WFP offers support  in enforcing transparency, accountability in fuel import South Sudan.

Representatives of the WFP and Kenyan representatives.Representatives of the WFP and Kenyan representatives.
South Sudan has for years struggled with accountability and transparency in the oil revenue collections. Billions of dollars have been lost in trying to shape the country’s oil economy. As such happens, the World Food Programme in South Sudan has offered to support the country’s unity government in its efforts to regulate fuel imports purchased by private firms by establishing a presence for the National Revenue Authority (NRA) in neighboring Kenya to enforce taxes and levies on the quantities of petroleum entering the country.
The country is rich in crude oil, despite having oil deposits, its sad to note that South Sudan imports fuel and other petroleum products from Kenya’s Eldoret region, where commercially owned tankers are loaded for transit at the Kenya Pipeline Eldoret Depot and delivered across the borders to various destinations in South Sudan.
Makur disclosed that the coalition government formed last February is working to implement governance and economic reforms enshrined in the 2018 revitalized peace deal to create transparency and accountability.
He further said that the nation’s economic hardship is due to years of conflict that broke out in December 2013.
With the looming challenges, South Sudan depends 98% on oil revenues to finance fiscal expenditure but mismanagement of oil revenues, conflict and the coronavirus affected production in northern oil fields with production falling below 300,000 barrels per day (bpd).
Currently, production is at 175,000 bpd and it is expected to rise within two years to the previous 300,000 bpd before the outbreak of conflict.
On a good note, South Sudan is a member of the East African Community (EAC), a taxation treaty that unifies the countries in the region under a joint revenue system. As an incentive, the treaty exempts WFP from taxation for fuel purchased for humanitarian use, while taxing fuel imports for all other purposes.
But without a robust and efficient monitoring and tracking system for fuel consumption, some private firms in the world’s youngest nation have been evading tax on fuel imported for commercial consumption by wrongfully declaring all their purchases are on behalf of humanitarian organizations.
Deputy Finance Minister in the transitional unity government Agok Makur said Mismanagement of oil revenues is undermining development in South Sudan and the oil wealth has been misused.
To counter this malpractice, WFP supported the country’s NRA by funding a capacity-building mission for NRA delegates to the Kenya Revenue Authority during which NRA delegates were trained by their Kenyan counterparts in customs processing procedures and best practices.
The mission resulted in an agreement to establish a monitoring office in the Eldoret region to monitor petroleum products and their transport into South Sudan as well as track the payment of duties and collection of revenues at the border. The goal is to assess the fuel requirements of humanitarian projects in South Sudan so that companies attempting to claim higher amounts for tax exemption are identified.
Buol Jacob AjakKuany, a government liaison officer who helped coordinate the visit of the NRA delegation to Kenya also said, “This is a good initiative by WFP to protect the humanitarian community and humanitarian operations.

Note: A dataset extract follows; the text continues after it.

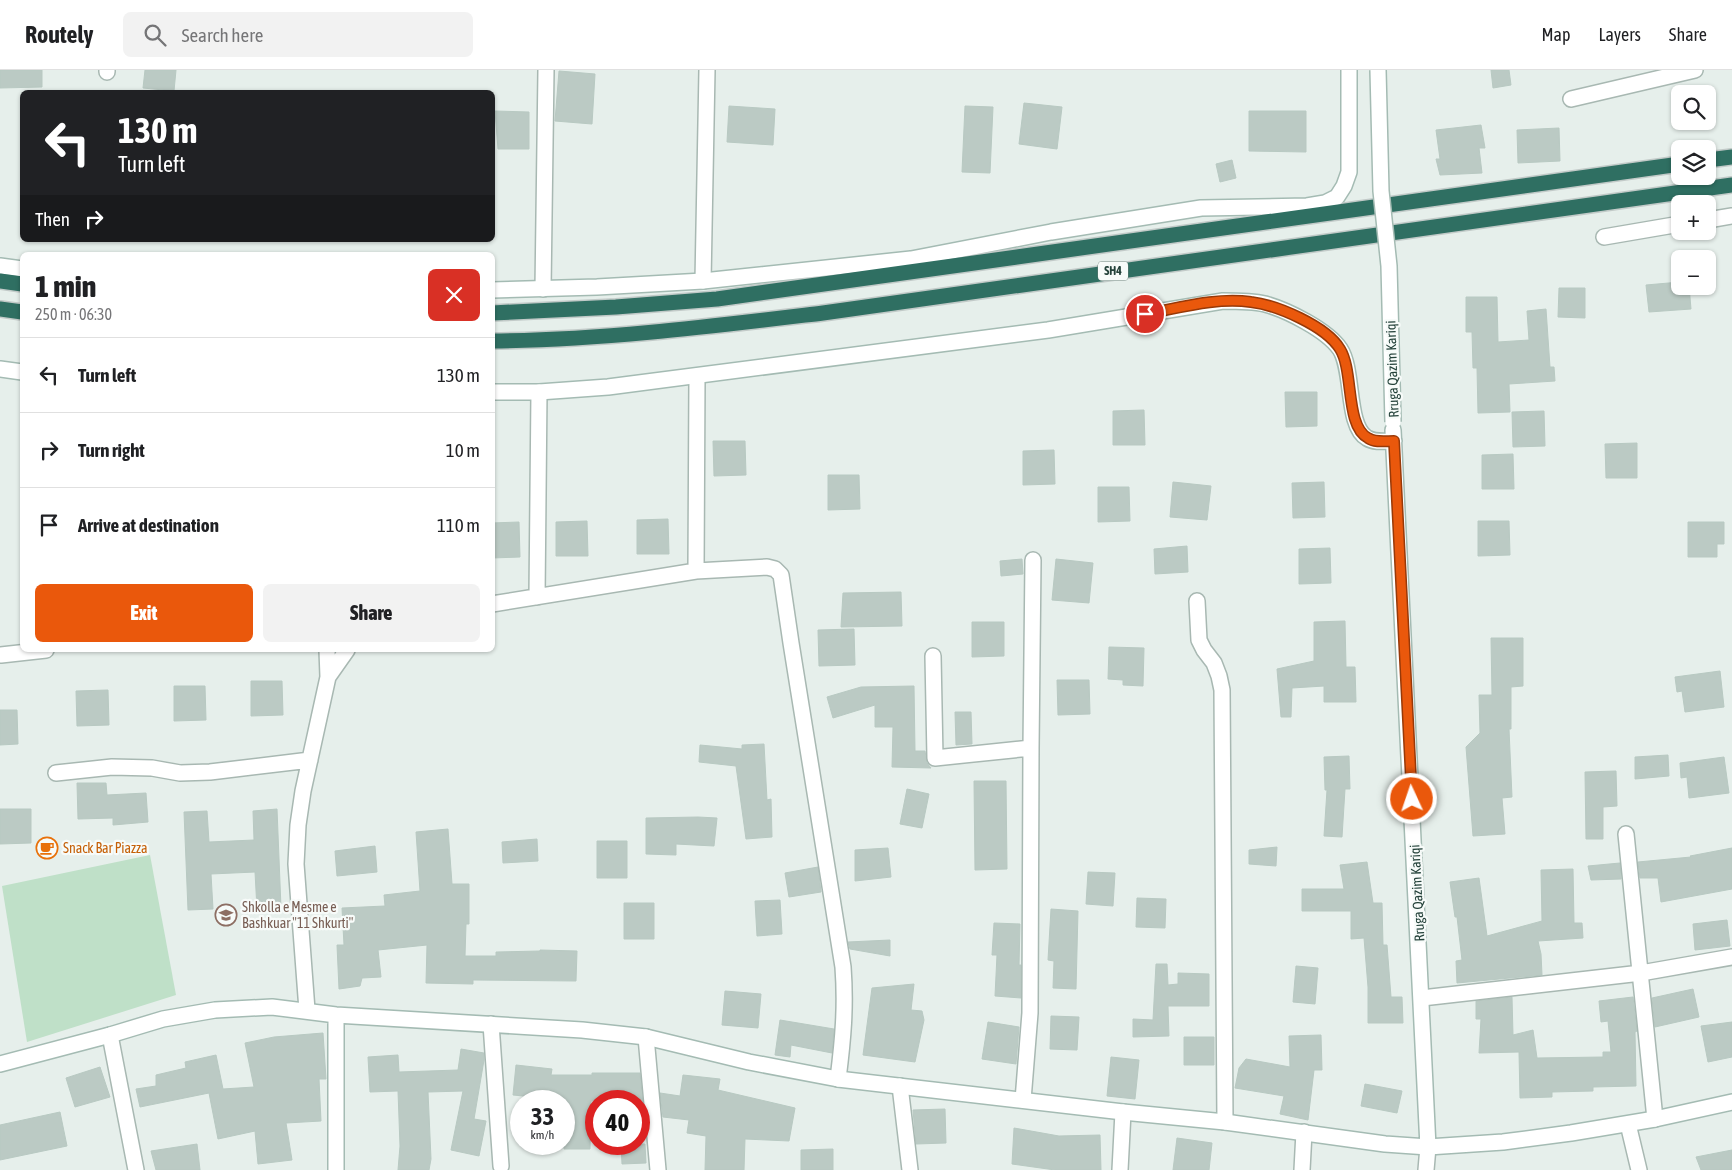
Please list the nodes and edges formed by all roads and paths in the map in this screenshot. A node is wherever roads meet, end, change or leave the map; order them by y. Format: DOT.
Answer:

It supports the government of South Sudan in its efforts to strengthen its regulatory authority and shows the cooperation between UN agencies and the government with the shared goal of helping the people of South Sudan,”
In late June this year, Ter Manyang, executive director of the Center for Peace and Advocacy (CPA), admitted that South Sudan is poor due to lack of proper management of oil revenues and leadership is not aware of the need to save oil revenues in a future fund like other countries.
Similarly, Professor Abraham Matooch, an economic analyst and vice chancellor of Dr. John Garang Memorial University in Jonglei state, said that oil money is not enough to solve the problems facing South Sudan.
He said that the country has oil money but people should not expect much from it because its natural resources and sale in the form of crude oil and what is coming out of it cannot make the country rich without focusing on other resources.
He advised the government not to depend on oil too much but to strengthen other sectors like non-oil revenue collection.